The student didn’t reply and the gunman fired a single round into his head, spraying the students lying on the ground near them with blood and bits of brain. Several coeds screamed.
“Quiet!” he yelled.
His next target was a sobbing male, whom he ordered to stand.
“Muslim?”
“Yes,” the student answered in a shaky voice.
By now it had become obvious that having every Muslim student in the courtyard quote a different scripture would be impossible. The Christians hiding among them would simply repeat whatever verse they’d overheard.
“What separates Sunnis and Shiites?” the terrorist demanded.
“Sunnis followed Abu Dakr, the Prophet’s advisor. Shiites followed Ali, the Prophet’s cousin. This is the difference between them.”
It was the correct answer, but rather than freeing the student, the gunman pointed his AK-47 at a woman lying close by.
“Muslim?”
The male student looked at her horrified face and then at the gunman threatening him. “I don’t know her,” the student said.
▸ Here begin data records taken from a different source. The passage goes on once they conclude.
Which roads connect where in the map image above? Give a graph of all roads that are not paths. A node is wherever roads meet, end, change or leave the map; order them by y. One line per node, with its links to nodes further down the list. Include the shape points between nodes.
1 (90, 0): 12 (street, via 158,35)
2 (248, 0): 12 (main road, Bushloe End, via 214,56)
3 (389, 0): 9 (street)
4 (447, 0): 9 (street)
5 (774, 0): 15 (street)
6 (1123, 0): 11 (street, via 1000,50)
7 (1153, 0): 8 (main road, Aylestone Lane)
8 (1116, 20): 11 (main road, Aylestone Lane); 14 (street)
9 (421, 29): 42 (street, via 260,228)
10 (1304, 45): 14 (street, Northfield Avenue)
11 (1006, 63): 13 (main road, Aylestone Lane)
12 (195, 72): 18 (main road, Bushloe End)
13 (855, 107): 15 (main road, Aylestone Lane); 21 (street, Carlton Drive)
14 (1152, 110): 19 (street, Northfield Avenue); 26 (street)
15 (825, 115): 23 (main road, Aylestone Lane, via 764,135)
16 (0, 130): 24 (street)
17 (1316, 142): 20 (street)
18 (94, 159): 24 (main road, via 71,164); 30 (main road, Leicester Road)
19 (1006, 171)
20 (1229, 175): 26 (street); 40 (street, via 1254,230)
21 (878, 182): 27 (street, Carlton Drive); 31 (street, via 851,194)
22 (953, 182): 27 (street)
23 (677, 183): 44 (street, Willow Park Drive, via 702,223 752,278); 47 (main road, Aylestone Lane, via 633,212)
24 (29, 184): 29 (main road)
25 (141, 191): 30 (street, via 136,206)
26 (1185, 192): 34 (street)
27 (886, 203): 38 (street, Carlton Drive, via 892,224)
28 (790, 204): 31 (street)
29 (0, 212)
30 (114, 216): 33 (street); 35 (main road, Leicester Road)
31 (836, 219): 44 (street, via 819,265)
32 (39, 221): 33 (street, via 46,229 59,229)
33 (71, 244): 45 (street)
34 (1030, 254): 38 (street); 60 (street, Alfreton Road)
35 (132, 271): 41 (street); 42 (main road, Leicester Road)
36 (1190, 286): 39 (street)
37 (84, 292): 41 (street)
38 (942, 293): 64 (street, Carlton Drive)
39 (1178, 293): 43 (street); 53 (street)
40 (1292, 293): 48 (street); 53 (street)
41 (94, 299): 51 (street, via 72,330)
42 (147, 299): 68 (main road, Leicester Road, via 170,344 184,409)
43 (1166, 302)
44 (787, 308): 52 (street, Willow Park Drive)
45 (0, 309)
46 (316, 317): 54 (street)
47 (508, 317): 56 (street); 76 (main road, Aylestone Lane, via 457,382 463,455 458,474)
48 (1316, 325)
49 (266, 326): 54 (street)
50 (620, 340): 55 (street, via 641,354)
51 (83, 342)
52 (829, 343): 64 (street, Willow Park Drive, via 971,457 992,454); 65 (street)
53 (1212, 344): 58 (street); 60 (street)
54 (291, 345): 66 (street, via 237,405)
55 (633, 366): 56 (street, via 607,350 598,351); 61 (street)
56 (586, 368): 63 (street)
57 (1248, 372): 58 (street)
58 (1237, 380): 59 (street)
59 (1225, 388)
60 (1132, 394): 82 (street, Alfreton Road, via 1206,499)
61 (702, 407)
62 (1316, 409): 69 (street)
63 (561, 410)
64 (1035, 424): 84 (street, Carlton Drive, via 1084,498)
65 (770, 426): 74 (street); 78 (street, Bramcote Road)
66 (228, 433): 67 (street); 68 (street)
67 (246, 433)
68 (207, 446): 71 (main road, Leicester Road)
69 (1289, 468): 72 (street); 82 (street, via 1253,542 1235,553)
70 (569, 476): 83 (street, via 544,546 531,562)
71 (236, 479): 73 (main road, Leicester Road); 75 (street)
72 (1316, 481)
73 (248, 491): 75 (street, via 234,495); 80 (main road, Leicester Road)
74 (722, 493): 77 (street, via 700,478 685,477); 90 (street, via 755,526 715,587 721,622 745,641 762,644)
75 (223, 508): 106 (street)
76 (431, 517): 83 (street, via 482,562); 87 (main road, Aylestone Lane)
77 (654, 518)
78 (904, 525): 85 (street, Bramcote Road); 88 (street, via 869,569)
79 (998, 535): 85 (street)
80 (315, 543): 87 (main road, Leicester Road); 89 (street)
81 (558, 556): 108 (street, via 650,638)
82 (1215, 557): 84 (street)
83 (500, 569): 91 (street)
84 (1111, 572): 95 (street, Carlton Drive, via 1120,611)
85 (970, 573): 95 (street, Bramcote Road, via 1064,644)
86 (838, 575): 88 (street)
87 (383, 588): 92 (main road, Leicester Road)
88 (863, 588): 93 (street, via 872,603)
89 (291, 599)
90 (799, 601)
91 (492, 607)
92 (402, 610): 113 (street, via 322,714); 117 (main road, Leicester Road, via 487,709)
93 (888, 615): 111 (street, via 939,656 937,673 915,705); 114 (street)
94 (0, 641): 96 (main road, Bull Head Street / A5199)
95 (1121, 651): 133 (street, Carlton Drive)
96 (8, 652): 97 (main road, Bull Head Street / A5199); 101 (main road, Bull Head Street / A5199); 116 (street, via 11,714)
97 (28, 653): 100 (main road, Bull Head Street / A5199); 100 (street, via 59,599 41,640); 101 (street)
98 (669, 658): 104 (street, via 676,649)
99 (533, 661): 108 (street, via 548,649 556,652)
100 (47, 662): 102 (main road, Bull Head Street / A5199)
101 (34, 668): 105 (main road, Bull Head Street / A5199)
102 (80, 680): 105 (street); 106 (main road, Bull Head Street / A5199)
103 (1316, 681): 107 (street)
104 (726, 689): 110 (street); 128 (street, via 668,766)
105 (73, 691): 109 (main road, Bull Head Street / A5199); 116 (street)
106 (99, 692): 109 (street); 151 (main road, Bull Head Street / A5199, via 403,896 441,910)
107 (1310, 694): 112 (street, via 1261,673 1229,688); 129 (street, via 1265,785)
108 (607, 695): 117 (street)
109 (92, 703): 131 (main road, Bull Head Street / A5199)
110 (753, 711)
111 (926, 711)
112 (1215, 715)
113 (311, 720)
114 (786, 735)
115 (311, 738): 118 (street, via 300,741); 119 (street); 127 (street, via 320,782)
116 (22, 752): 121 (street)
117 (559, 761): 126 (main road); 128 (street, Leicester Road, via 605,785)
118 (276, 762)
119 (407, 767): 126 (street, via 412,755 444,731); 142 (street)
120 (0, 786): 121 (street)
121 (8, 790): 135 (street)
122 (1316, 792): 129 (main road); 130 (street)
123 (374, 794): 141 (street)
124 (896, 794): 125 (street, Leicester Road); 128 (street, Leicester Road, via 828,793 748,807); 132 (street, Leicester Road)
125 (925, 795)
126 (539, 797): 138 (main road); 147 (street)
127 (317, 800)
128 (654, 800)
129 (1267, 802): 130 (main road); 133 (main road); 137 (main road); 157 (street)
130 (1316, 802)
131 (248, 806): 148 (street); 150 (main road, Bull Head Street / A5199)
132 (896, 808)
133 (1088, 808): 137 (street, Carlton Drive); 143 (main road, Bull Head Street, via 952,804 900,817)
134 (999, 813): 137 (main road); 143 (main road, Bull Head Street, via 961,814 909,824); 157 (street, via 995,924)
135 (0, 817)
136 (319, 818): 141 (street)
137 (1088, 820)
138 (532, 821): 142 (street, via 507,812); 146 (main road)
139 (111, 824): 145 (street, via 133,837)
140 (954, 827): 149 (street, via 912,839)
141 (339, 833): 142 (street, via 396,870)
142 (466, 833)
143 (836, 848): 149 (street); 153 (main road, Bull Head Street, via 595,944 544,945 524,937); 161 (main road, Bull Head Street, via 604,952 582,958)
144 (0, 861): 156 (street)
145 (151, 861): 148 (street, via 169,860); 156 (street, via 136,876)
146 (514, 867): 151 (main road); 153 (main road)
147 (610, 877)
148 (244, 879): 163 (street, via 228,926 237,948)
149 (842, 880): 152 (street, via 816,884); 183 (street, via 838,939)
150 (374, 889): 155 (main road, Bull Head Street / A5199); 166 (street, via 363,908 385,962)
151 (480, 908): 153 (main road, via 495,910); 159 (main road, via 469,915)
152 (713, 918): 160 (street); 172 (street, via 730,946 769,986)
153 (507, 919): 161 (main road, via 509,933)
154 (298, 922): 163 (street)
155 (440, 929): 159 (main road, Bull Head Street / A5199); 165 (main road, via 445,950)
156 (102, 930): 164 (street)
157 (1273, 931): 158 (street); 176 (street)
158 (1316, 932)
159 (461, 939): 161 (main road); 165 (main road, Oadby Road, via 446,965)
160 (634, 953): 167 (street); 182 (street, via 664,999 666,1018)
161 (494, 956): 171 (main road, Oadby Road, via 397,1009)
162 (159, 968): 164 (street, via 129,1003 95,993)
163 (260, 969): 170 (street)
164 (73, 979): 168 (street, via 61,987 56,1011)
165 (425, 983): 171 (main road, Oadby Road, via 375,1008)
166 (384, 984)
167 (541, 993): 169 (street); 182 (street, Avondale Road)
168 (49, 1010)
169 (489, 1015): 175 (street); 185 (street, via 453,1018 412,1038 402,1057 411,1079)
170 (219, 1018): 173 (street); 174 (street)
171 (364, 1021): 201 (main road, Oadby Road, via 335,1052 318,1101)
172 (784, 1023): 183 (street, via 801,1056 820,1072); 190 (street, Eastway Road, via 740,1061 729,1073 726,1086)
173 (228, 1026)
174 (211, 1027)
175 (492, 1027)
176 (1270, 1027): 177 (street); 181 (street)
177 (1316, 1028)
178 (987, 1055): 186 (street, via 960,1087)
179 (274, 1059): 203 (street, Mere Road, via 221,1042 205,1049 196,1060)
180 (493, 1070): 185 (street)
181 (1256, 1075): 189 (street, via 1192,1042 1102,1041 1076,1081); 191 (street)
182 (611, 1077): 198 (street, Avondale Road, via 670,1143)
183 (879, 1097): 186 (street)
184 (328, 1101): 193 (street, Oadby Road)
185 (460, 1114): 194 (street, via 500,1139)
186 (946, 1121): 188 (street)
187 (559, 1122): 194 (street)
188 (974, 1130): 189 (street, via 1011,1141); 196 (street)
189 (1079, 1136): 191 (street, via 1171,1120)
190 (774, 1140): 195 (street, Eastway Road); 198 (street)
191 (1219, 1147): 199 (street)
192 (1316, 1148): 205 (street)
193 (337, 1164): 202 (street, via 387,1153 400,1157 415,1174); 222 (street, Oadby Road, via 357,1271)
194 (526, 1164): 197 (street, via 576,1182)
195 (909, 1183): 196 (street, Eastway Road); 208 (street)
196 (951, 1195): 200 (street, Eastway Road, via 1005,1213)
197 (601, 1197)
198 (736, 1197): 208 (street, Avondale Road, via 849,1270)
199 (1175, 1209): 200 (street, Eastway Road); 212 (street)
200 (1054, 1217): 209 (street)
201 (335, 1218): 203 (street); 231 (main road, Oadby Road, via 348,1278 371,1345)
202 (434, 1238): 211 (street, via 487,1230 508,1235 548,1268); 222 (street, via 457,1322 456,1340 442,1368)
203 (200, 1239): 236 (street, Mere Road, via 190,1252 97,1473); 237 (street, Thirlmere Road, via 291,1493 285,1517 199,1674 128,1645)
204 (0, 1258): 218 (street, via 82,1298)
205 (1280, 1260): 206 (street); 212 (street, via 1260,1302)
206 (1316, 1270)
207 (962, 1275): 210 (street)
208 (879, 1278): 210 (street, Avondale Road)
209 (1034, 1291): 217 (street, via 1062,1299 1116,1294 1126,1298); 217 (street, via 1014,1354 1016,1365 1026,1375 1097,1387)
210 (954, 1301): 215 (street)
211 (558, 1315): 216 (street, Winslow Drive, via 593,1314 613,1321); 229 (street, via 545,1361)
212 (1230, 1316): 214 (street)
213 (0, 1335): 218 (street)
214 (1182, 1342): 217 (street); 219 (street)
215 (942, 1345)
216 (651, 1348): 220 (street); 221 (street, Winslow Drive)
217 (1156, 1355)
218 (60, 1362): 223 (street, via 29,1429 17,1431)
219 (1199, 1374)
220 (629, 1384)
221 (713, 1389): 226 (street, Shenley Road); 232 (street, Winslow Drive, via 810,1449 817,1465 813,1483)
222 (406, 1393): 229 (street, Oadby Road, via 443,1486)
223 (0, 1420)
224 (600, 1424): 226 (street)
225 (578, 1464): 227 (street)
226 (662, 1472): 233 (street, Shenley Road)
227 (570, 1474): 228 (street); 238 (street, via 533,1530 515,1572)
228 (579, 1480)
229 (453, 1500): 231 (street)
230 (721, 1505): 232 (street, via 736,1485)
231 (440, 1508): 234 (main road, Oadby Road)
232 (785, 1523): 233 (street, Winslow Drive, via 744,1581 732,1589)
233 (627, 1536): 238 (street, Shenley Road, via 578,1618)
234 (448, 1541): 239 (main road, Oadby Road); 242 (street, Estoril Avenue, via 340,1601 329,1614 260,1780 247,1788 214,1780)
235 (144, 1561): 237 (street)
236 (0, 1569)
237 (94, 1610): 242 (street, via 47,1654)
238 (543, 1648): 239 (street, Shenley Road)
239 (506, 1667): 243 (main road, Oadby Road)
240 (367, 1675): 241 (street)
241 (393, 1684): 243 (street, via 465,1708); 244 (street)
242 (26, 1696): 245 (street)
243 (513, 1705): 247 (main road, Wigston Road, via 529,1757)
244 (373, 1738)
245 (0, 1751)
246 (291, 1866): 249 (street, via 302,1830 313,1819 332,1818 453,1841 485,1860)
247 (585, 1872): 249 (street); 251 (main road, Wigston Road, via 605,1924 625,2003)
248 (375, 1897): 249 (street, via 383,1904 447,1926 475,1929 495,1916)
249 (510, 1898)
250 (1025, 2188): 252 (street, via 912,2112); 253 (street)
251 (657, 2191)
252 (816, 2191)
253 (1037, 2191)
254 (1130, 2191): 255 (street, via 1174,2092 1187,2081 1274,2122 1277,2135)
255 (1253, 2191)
The gunman stepped back and fired, killing the male student, who fell dead.
“Any Muslim who is not with us is our enemy,” the jihadist declared. “Do not act as if you don’t know these infidels. If you betray your faith and your people, you will share their fate.” He pointed his rifle at another male student and ordered him to stand.
“Are you a follower of the Cross?”
“No,” the student replied. Without being asked, he hollered in a loud voice, “Allah has full knowledge of all things, chapter thirty-three, verse forty-one. Allahu Akbar!”
Convinced, the terrorist aimed his rifle at the same woman on the ground that he’d asked about earlier. “Is she a Muslim?”
“No, Christian,” the student answered.
The gunman fired several shots into her. Now that he had found an informant, he began moving more quickly from student to student.
“Yes,” the informant would declare. “No.”
His declaration meant either freedom or death. Muslims being culled from the others were permitted to run toward the blocked gate, leaving the corpses of Christians behind. Two of the other terrorists plucked informants from their captors to assist them in identifying targets. The carnage continued. Fearing the inevitable, a Christian student leaped up and ran, only to be cut down by gunfire before reaching the Toyota.
More than two dozen students had been slaughtered when a Mandera policeman who’d arrived outside the walls and positioned himself near the Toyota fired at the Al-Shabaab leader overseeing the killings. His bullet hit the terrorist in his face. The Muslim informant assisting him froze as the terrorist’s head literally exploded.
Before the policeman could fire again, the five remaining terrorists dropped to their knees as if they were praying. The Falcon had given them instructions. Do not fight or run when the police arrive. It was time for them to kill themselves.
Time seemed to slow in the courtyard. The students around the masked assailants began jumping up to escape, which made it difficult for the police now entering the courtyard to fire at the terrorists without risking hitting the fleeing students. In the midst of this confusion, the five assailants detonated their suicide vests.
The deafening boom, boom, boom, boom was followed by thousands of projectiles flying in every direction, maiming and killing anyone in their paths. Sounds of students crying in agony filled the blood-soaked courtyard.
A police car rammed into the back of the Toyota blocking the gate and pushed it into the courtyard, freeing the opening for police officers and an ambulance crew to enter. Pushing behind them were dozens of men and women who had heard about the slaughter and were related to students. Some were carrying hoes, picks, and machetes as weapons to fight the attackers.
As they raced between the wounded and dead, they discovered one of the terrorists was alive. His vest had not exploded and the students who’d jumped up around him had inadvertently protected him from the sprays of shrapnel from his comrade’s vests.
He was shoved to the ground and about to be murdered when a policeman interceded. He warned that the vest wrapped around the terrorist’s waist might still explode and that drove the angry mob away from the terrorist long enough for the police to take charge of him.
A military helicopter flew him to Nairobi for questioning and to make certain he was not killed by the families of those murdered.